Pourtant, Pandora's Baby jette beaucoup de lumière sur cet ensemble de percées scientifiques trop peu appréciées et souligne les façons étranges dont les femmes ont été mises en marge de ce drame. Les sujets de la FIV - en particulier dans les premières phases de la recherche - ont été délibérément tenus dans l'ignorance de ce qui était fait avec leurs utérus. Au 19e siècle, par exemple, un médecin de Philadelphie a effectué la première insémination artificielle sur une femme inconsciente subissant ce qu'elle croyait être un examen gynécologique de routine. Le mari de la femme était stérile; curieux de savoir si le sperme d'un autre homme fonctionnerait, le médecin l'a inséminée, avec succès, avec un échantillon prélevé sur un étudiant en médecine. Il l'a dit plus tard au père putatif, mais personne n'a jamais jugé bon de le dire à la mère. De même, près de cent ans plus tard, les médecins qui ont soigné la mère de Louise Brown, Lesley, ne lui ont jamais dit que sa grossesse, si cela se faisait, serait la première au monde. Dans l'ensemble, il est frappant de constater à quel point tant de personnes travaillant sur la FIV – ainsi que celles qui s'expriment sur ses implications – étaient des hommes.

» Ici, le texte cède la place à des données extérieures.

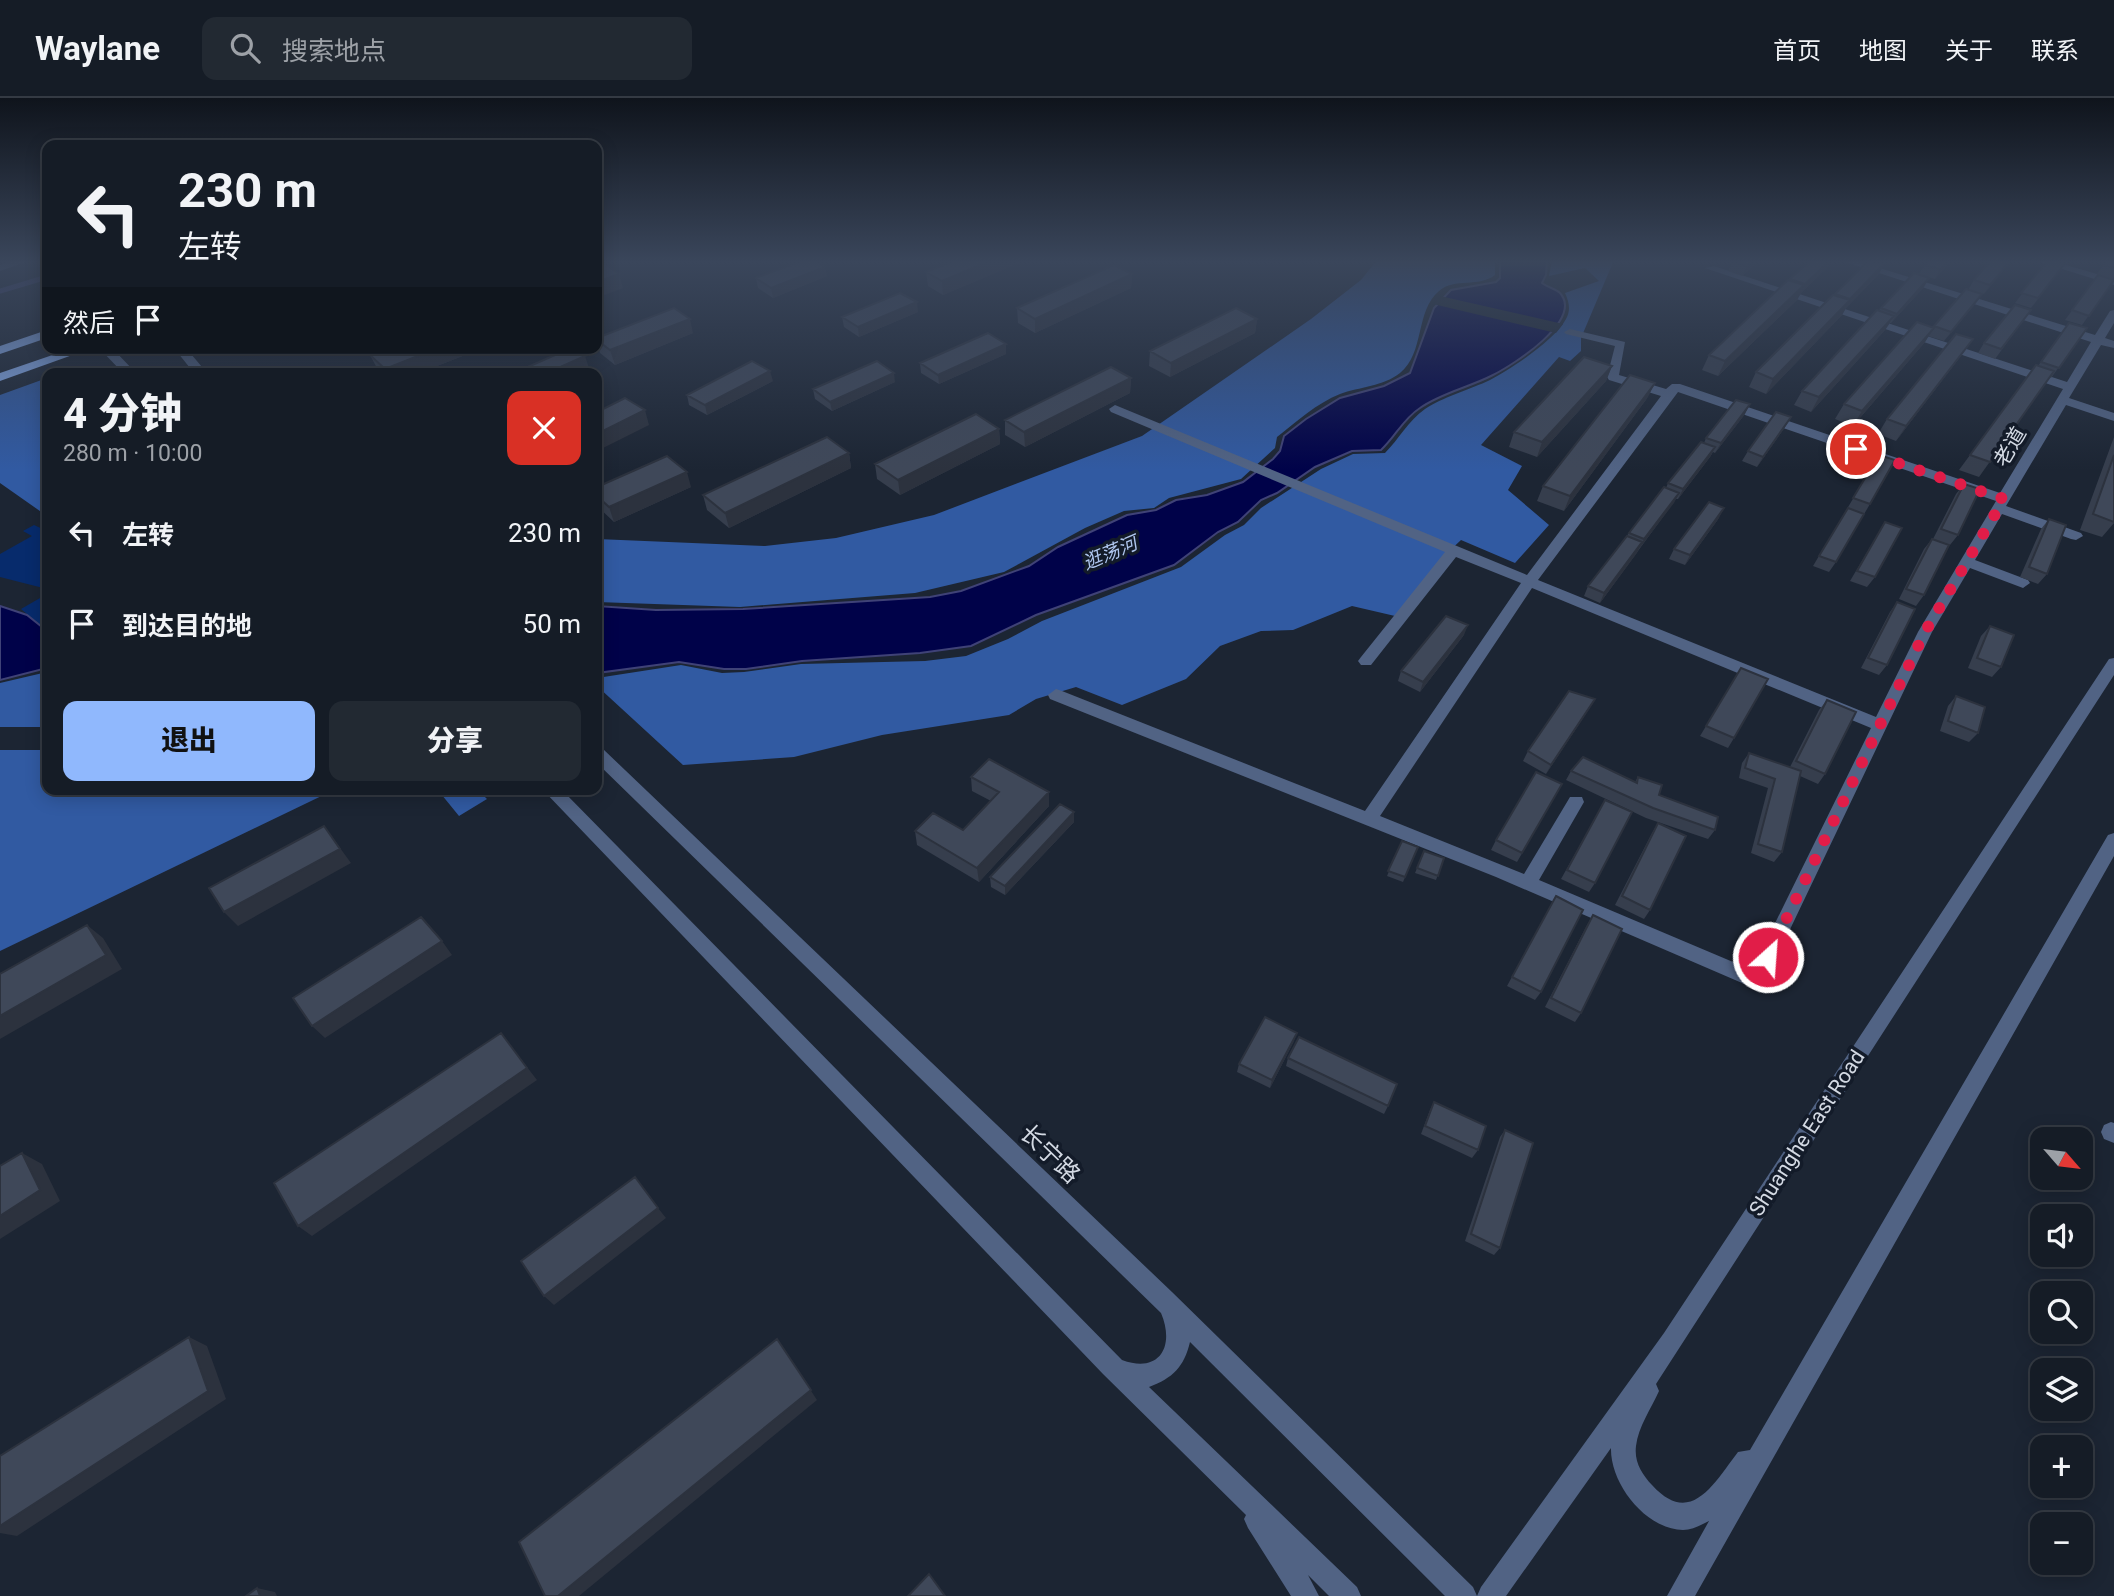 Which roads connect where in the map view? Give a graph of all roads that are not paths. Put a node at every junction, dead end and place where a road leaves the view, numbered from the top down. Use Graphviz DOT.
graph roads {
  1 [pos="1896,330"];
  2 [pos="2066,330"];
  3 [pos="2104,330"];
  4 [pos="1570,332"];
  5 [pos="42,336"];
  6 [pos="2098,340"];
  7 [pos="2114,345"];
  8 [pos="0,350"];
  9 [pos="68,354"];
  10 [pos="111,354"];
  11 [pos="185,354"];
  12 [pos="126,368"];
  13 [pos="197,368"];
  14 [pos="0,377"];
  15 [pos="1668,394"];
  16 [pos="2066,394"];
  17 [pos="1115,409"];
  18 [pos="2114,417"];
  19 [pos="2001,504"];
  20 [pos="2076,536"];
  21 [pos="1454,550"];
  22 [pos="1966,562"];
  23 [pos="1530,581"];
  24 [pos="2023,583"];
  25 [pos="1366,661"];
  26 [pos="2114,663"];
  27 [pos="1056,695"];
  28 [pos="1880,725"];
  29 [pos="602,758"];
  30 [pos="557,795"];
  31 [pos="1576,802"];
  32 [pos="1369,819"];
  33 [pos="2114,841"];
  34 [pos="1528,883"];
  35 [pos="1164,1300"];
  36 [pos="1672,1340"];
  37 [pos="1111,1366"];
  38 [pos="1777,1424"];
  39 [pos="1240,1493"];
  40 [pos="1306,1596"];
  41 [pos="1348,1596"];
  42 [pos="1464,1596"];
  43 [pos="1490,1596"];
  44 [pos="1680,1596"];
  1 -- 16 [label="street"];
  2 -- 6 [label="street"];
  3 -- 6 [label="street, 老道"];
  4 -- 15 [label="street"];
  5 -- 8 [label="highway"];
  6 -- 7 [label="street"];
  6 -- 16 [label="street, 老道"];
  9 -- 14 [label="highway"];
  10 -- 12 [label="street"];
  11 -- 13 [label="street"];
  15 -- 19 [label="street"];
  15 -- 23 [label="street"];
  16 -- 18 [label="street"];
  16 -- 19 [label="street, 老道"];
  17 -- 21 [label="street"];
  19 -- 20 [label="street"];
  19 -- 22 [label="street, 老道"];
  21 -- 23 [label="street"];
  21 -- 25 [label="street"];
  22 -- 24 [label="street"];
  22 -- 28 [label="street, 老道"];
  23 -- 28 [label="street"];
  23 -- 32 [label="street"];
  26 -- 36 [label="street, Shuanghe East Road"];
  27 -- 32 [label="street"];
  28 -- 34 [label="street, 老道"];
  29 -- 35 [label="street, 长宁路"];
  30 -- 37 [label="street"];
  31 -- 34 [label="street"];
  32 -- 34 [label="street"];
  33 -- 38 [label="street"];
  35 -- 37 [label="street"];
  35 -- 42 [label="street, 长宁路"];
  36 -- 38 [label="street"];
  36 -- 43 [label="street, Shuanghe East Road"];
  37 -- 39 [label="street"];
  38 -- 44 [label="street"];
  39 -- 40 [label="street"];
  39 -- 41 [label="street"];
} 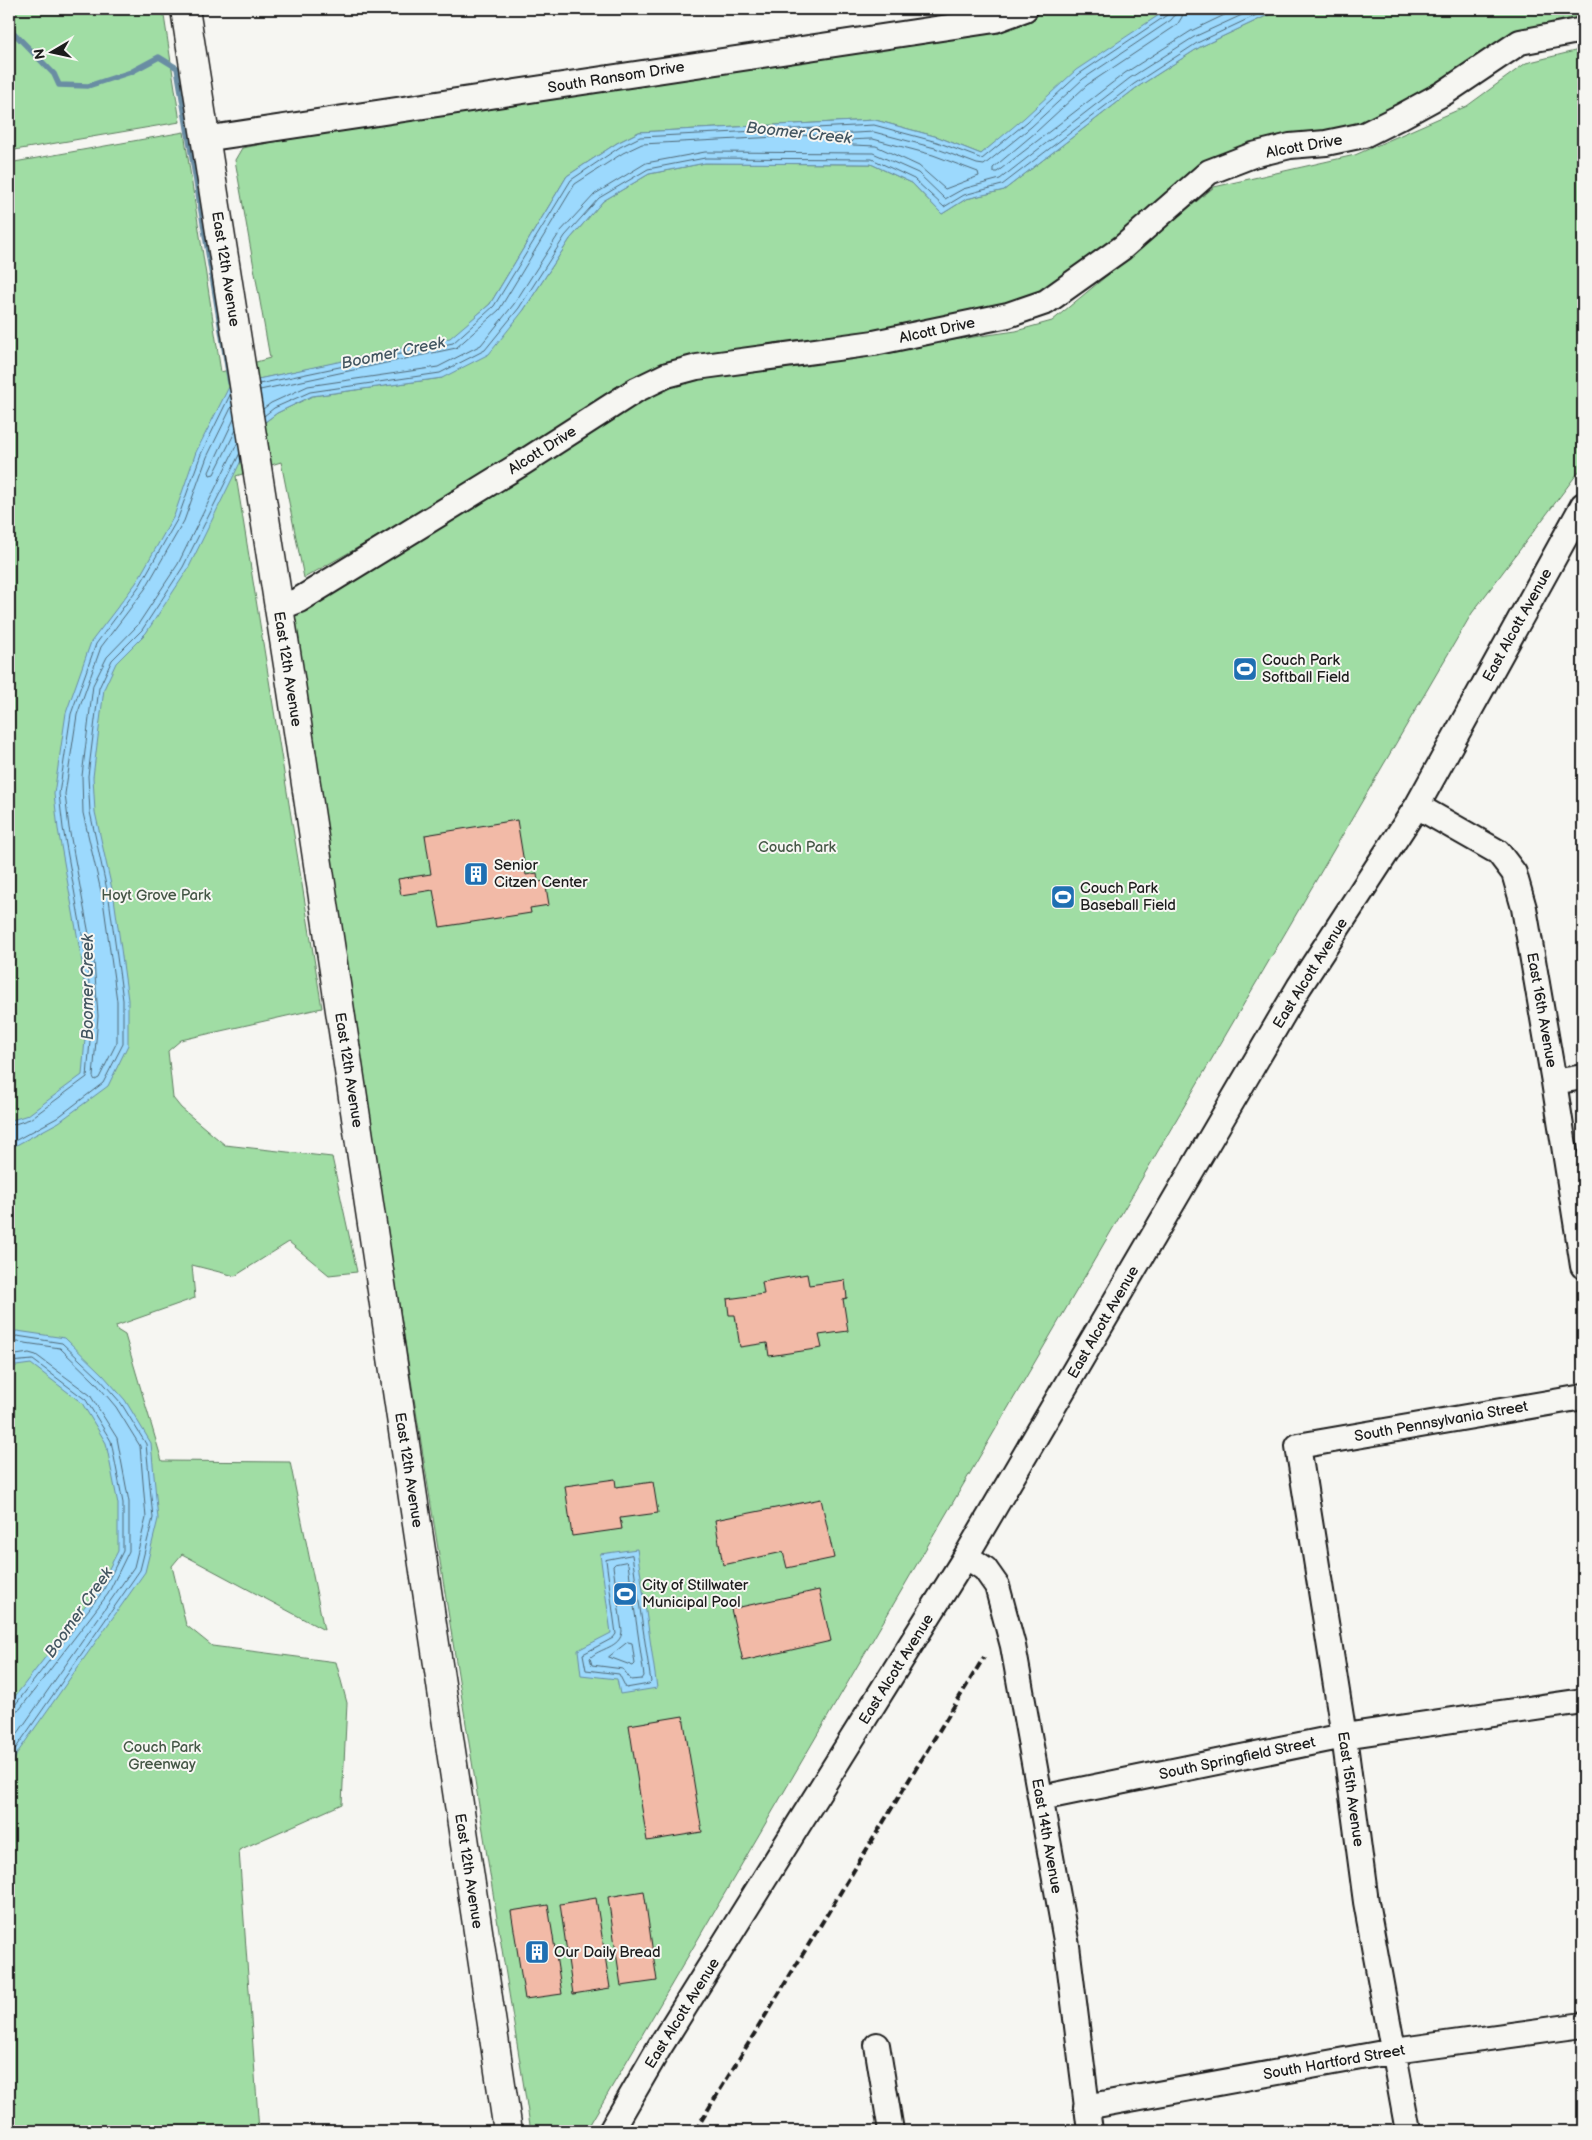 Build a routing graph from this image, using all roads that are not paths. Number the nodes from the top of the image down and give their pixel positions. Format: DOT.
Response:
graph roads {
  1 [pos="185,9"];
  2 [pos="1025,9"];
  3 [pos="1583,30"];
  4 [pos="204,139"];
  5 [pos="1583,505"];
  6 [pos="279,608"];
  7 [pos="1417,806"];
  8 [pos="1583,1077"];
  9 [pos="1554,1082"];
  10 [pos="1583,1266"];
  11 [pos="1583,1397"];
  12 [pos="1298,1446"];
  13 [pos="966,1556"];
  14 [pos="1583,1701"];
  15 [pos="1344,1736"];
  16 [pos="1041,1798"];
  17 [pos="1583,2025"];
  18 [pos="877,2045"];
  19 [pos="1394,2051"];
  20 [pos="1086,2108"];
  21 [pos="508,2131"];
  22 [pos="611,2131"];
  23 [pos="891,2131"];
  24 [pos="1090,2131"];
  25 [pos="1408,2131"];
  1 -- 4 [label="street, East 12th Avenue"];
  2 -- 4 [label="street, South Ransom Drive"];
  3 -- 6 [label="street, Alcott Drive"];
  4 -- 6 [label="street, East 12th Avenue"];
  5 -- 7 [label="street, East Alcott Avenue"];
  6 -- 21 [label="street, East 12th Avenue"];
  7 -- 9 [label="street, East 16th Avenue"];
  7 -- 13 [label="street, East Alcott Avenue"];
  8 -- 9 [label="street"];
  9 -- 10 [label="street, East 16th Avenue"];
  11 -- 12 [label="street, South Pennsylvania Street"];
  12 -- 15 [label="street, East 15th Avenue"];
  13 -- 16 [label="street, East 14th Avenue"];
  13 -- 22 [label="street, East Alcott Avenue"];
  14 -- 15 [label="street, South Springfield Street"];
  15 -- 16 [label="street, South Springfield Street"];
  15 -- 19 [label="street, East 15th Avenue"];
  16 -- 20 [label="street, East 14th Avenue"];
  17 -- 19 [label="street, South Hartford Street"];
  18 -- 23 [label="street"];
  19 -- 20 [label="street, South Hartford Street"];
  19 -- 25 [label="street, East 15th Avenue"];
  20 -- 24 [label="street, East 14th Avenue"];
}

Et mon garçon, les hommes ont-ils été d'accord. Le point central de Henig est que dans ce pays, une véritable réglementation a cédé la place à ce qu'elle appelle « l'éthique des commissions ». Quoi qu'il en soit, la technologie de FIV est devenue un programme de plein emploi pour le bioéthicien professionnel. Un million de bébés éprouvettes sont nés depuis Louise Brown, et il semble parfois qu'autant de bioéthiciens aient été produits avec eux, destinés à se réunir dans le cadre de comités consultatifs fédéraux et à débattre, sans fin, de questions sur lesquelles le gouvernement américain peut ou peut ne pas agir. Le dernier en date est le Conseil présidentiel sur la bioéthique, qui examine actuellement non seulement le clonage et la recherche sur les cellules souches, mais, oui, la FIV, sous la direction de nul autre que . . . Léon Kass. *

Liza Mundy, une rédactrice du Washington Post, étudie l'éthique de la reproduction grâce à une bourse de la Henry J. Kaiser Family Foundation.